Microplastics harm freshwater fauna
Microplastics—tiny particles of plastic less than five millimeters in size—are polluting rivers and ponds along with chemical contaminants. The particles come from cosmetics such as exfoliating body scrubs or are washed out of synthetic fabrics. Until now, scientists have primarily investigated the concentrations and effects of microplastics in seawater. Professor Christiane Zarfl of the Center for Applied Geosciences (ZAG) of the University of Tübingen has cooperated with Saskia Rehse and Werner Kloas from the Leibniz Institute of Freshwater Ecology and Inland Fisheries (IGB) in Berlin in testing how high concentrations of standardized plastic particles affect water fleas. Their experiments showed that the ubiquitous residents of bodies of freshwater ingest tiny particles of a micrometer, or one thousandth of a millimeter in size. This clearly limited the water fleas' mobility, and as a result, their intake of nutrients. Larger particles had no measurable effect. The results of the study have been published in the scientific journal, Chemosphere. The scientists see this as the first of further, necessary research into the effects of microplastic pollution of freshwater. One of their further research directions will focus on the interactions of plastics with various chemicals that also end up in the environment. They say the experiments must also be extended to include entire ecosystems.
Research into the presence of microplastics in seawater has shown that they are found almost everywhere—on ocean surfaces, near the mouths of rivers, on coasts and even in deep sea sediments. Only recently have scientists turned their attention to lakes and rivers. Says Christiane Zarfl, "Measurements taken in Europe, South and North America, Africa and Asia show that up to several hundred-thousand particles of microplastic can be found per square kilometer of water." In addition, concentrations were higher in areas that are densely populated, intensively farmed and where industry is nearby. Sewage treatment plants are not yet filtering out microplastics. Zarfl explains, "Depending on the type of plastic, the particles remain in the water or they are deposited in lake or riverbed sediment."
She adds that until now there have been few suitable methods of analysis to record the full range of microplastics in freshwater. "We want our systematic investigation to provide a foundation for better understanding of the effects of microplastics on freshwater organisms." During their experiments with the Daphnia magna the scientists used standardized materials, sizes and shapes in order to obtain robust results of the physical effects of microplastics on the organism. "We also tested using high concentrations of plastic particles in order to determine the critical levels damaging to water fleas. This is, to start with, independent of how high the actual level of microplastic contamination of freshwater is," says Zarfl.
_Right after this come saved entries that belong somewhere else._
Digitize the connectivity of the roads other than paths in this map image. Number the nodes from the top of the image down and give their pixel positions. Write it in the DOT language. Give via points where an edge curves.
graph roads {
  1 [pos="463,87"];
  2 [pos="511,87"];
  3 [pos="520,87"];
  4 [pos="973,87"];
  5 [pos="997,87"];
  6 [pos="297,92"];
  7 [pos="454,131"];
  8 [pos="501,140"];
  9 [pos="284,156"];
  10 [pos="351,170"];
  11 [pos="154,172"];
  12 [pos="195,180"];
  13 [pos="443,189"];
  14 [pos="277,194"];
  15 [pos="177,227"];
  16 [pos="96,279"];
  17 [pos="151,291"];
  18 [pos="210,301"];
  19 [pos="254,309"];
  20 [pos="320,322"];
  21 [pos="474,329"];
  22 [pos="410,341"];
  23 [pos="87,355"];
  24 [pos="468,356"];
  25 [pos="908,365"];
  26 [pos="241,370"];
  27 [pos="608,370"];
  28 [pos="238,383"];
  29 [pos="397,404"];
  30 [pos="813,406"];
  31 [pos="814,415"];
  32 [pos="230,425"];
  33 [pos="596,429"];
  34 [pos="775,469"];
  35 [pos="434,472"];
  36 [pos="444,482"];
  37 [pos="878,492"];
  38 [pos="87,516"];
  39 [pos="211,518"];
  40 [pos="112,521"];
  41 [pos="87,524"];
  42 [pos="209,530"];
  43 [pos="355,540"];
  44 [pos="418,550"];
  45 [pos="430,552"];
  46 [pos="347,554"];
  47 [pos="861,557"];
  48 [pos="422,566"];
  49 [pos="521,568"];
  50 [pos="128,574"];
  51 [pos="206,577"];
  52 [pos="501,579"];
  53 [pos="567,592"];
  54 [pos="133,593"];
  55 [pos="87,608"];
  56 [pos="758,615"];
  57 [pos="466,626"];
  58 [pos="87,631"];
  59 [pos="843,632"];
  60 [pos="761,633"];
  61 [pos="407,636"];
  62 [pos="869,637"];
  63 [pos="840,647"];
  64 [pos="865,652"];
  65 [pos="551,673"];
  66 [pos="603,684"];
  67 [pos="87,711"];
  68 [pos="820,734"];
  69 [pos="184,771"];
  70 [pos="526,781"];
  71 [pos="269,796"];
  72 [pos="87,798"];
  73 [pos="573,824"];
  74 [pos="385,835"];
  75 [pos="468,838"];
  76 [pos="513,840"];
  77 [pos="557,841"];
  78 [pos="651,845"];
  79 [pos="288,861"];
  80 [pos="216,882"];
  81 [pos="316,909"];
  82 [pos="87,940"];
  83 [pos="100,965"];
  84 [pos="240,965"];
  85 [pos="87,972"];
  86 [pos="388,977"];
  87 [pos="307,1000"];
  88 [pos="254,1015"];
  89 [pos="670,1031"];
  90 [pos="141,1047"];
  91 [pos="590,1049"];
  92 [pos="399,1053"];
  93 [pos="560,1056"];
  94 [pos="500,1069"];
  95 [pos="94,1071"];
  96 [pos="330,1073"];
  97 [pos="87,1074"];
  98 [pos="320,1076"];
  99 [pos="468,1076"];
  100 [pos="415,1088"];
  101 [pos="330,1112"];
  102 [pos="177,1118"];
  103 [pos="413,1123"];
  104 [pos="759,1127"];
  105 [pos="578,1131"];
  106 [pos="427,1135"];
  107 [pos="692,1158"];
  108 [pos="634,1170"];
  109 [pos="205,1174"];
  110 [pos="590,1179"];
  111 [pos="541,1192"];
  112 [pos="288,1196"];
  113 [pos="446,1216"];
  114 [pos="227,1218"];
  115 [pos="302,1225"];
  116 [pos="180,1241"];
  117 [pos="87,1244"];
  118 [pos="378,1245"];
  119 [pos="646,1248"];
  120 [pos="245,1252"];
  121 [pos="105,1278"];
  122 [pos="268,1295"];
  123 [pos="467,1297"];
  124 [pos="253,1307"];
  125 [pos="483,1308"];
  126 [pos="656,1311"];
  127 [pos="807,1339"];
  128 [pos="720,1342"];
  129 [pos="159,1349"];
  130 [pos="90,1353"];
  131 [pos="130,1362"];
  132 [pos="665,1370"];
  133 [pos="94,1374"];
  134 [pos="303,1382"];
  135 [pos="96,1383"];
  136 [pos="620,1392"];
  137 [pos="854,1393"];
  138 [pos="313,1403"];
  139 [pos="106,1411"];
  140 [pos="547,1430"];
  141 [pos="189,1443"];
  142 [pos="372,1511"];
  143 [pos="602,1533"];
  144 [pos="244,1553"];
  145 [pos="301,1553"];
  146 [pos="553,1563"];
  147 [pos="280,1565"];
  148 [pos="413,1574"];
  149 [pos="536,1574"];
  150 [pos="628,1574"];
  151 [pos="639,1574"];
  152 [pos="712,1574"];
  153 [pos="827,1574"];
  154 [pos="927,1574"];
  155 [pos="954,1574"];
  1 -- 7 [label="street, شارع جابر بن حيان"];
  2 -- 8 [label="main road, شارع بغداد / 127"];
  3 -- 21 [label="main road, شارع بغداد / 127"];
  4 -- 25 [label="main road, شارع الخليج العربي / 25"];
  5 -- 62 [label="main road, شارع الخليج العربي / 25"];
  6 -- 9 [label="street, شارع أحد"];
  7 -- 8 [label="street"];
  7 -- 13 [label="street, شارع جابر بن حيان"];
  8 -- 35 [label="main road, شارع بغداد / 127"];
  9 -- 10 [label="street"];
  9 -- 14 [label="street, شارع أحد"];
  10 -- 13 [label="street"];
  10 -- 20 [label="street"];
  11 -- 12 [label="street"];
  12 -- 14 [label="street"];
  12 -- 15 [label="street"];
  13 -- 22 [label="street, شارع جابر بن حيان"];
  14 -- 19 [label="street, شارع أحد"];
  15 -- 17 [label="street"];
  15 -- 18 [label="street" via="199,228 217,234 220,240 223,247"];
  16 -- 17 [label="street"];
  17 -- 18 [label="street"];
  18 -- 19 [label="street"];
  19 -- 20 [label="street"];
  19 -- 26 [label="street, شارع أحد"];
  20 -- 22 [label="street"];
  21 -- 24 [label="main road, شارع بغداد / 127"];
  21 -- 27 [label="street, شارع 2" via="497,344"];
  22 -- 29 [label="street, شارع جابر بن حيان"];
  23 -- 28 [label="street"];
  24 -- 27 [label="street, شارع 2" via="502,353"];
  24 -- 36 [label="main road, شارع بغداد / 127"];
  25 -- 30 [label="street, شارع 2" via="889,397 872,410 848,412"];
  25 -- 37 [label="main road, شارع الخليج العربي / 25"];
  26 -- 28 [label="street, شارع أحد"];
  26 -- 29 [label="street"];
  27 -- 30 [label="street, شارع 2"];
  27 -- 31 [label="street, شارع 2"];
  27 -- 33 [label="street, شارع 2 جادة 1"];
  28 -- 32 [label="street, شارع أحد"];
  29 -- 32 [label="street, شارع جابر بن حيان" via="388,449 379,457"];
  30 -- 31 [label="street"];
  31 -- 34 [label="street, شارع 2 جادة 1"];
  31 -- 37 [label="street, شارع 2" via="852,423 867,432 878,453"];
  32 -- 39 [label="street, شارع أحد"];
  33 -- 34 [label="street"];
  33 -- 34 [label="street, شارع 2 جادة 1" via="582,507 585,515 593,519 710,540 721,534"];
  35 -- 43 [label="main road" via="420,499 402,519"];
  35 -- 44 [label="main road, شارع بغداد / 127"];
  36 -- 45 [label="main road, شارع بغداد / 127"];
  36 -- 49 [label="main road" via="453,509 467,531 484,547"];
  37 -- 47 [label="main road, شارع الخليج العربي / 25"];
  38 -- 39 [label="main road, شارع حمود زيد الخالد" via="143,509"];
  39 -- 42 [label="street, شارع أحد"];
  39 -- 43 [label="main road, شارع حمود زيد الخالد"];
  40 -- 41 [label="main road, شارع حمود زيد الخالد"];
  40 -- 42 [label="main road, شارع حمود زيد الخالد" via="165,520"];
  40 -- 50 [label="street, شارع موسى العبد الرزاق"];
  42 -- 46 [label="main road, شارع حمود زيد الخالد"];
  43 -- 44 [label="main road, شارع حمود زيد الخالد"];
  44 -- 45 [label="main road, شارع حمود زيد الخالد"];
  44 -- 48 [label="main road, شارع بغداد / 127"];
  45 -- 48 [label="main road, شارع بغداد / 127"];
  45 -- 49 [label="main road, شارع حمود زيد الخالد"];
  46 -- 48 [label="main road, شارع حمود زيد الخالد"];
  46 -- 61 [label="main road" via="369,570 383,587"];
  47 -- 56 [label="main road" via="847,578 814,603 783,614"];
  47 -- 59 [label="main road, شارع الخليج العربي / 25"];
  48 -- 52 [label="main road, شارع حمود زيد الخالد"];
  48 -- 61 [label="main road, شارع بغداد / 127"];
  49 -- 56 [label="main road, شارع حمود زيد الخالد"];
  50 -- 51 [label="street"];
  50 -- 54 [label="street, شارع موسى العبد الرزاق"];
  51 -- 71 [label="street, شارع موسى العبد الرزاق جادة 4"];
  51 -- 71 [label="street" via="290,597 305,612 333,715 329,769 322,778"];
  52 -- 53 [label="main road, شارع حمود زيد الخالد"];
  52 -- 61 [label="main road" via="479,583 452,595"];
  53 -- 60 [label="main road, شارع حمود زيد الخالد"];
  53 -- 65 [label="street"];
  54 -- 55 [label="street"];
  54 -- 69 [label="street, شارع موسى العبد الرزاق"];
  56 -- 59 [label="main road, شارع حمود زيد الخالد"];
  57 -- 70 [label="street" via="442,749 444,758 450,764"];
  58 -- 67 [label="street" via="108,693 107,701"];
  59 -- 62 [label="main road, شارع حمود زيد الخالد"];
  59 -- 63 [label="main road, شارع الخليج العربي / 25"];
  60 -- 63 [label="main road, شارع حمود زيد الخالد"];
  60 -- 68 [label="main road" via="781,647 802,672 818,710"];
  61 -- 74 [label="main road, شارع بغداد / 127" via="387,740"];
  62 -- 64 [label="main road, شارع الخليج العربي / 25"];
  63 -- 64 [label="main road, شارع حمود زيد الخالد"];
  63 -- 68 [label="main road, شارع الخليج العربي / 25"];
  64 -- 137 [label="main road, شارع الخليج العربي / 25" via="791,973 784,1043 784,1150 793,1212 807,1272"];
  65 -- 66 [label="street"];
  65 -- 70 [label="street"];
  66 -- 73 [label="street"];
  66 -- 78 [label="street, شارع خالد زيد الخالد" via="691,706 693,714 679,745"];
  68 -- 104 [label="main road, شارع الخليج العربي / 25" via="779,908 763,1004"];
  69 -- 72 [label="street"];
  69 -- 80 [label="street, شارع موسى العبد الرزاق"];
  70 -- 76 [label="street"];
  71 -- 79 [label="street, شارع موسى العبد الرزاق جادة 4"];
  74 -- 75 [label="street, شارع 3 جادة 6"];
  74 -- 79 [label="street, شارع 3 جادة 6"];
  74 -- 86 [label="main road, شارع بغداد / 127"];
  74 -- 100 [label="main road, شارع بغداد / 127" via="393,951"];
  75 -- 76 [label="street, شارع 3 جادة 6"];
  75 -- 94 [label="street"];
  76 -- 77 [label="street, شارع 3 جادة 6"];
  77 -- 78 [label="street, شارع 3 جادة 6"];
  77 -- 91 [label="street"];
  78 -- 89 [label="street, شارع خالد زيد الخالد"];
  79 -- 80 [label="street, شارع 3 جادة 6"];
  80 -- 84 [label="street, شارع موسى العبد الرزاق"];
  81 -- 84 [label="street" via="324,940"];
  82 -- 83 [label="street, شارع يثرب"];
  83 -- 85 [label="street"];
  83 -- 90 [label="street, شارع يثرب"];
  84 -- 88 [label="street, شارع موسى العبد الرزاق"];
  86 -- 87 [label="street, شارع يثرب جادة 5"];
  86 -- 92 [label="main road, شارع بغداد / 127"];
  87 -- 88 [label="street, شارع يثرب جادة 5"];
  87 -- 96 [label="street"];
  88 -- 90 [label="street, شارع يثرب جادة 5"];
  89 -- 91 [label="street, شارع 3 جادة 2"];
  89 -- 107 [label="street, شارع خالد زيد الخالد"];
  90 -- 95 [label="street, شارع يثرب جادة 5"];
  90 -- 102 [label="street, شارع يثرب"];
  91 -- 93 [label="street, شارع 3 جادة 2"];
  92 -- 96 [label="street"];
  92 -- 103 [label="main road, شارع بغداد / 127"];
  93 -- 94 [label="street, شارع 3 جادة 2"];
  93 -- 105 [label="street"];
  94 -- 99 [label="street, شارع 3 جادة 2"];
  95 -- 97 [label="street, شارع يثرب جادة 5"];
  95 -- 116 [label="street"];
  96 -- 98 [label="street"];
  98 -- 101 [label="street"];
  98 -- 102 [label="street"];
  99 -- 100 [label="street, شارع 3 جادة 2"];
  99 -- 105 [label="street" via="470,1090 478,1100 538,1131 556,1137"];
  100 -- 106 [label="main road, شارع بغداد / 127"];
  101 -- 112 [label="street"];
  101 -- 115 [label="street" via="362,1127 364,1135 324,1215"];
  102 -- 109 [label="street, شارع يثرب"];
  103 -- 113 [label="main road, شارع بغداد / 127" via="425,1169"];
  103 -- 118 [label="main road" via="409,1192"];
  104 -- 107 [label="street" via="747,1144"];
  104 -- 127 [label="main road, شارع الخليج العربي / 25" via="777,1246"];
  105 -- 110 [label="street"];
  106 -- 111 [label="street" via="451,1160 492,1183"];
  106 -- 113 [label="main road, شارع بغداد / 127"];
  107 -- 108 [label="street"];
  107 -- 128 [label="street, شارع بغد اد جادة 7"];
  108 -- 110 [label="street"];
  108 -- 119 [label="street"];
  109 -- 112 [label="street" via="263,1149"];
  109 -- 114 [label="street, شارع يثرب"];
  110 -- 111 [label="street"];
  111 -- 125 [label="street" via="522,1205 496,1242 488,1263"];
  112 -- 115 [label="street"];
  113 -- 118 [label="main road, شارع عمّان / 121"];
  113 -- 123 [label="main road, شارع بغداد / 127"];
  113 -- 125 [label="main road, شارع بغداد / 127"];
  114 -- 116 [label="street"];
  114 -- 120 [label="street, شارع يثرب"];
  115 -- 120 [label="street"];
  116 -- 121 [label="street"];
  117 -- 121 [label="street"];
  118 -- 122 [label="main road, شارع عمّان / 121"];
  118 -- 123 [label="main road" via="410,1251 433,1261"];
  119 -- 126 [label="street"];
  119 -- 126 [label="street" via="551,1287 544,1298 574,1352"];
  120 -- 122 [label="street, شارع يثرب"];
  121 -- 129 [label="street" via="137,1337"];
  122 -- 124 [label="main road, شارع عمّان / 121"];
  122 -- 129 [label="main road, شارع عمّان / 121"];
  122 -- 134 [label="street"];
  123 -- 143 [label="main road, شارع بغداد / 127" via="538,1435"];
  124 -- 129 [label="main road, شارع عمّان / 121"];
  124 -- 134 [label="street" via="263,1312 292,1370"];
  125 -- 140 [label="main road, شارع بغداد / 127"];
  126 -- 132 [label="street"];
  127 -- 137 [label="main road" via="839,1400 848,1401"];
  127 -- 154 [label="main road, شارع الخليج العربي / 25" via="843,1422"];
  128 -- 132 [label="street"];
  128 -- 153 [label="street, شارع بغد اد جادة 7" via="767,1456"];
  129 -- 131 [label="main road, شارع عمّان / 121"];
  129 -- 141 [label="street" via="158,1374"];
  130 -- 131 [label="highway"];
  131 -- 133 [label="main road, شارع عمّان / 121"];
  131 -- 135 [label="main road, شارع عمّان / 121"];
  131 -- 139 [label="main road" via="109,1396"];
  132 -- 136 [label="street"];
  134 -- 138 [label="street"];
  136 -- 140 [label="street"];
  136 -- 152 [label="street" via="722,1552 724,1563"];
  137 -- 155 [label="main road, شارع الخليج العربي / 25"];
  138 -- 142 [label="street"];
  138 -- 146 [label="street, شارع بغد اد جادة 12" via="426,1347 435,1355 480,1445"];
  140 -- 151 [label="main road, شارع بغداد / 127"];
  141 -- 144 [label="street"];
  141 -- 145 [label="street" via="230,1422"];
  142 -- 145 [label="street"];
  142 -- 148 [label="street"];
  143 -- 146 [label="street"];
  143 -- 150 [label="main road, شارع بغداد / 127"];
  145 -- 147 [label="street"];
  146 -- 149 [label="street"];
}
The professor adds that plastic products made of polyethylene or polystyrene are as a rule made to be long-lasting and often contain dyes and solvents. She says, furthermore, that microplastic particles also come into contact with other chemicals. If and to what degree there are interactions is for the most part unknown. She says, "What also remains to be tested is if and how microplastic particles augment the food chain of rivers and lakes. Until now, research of this type has been done in particular on sea fauna, for example, plastic particles have been found in seals and whales."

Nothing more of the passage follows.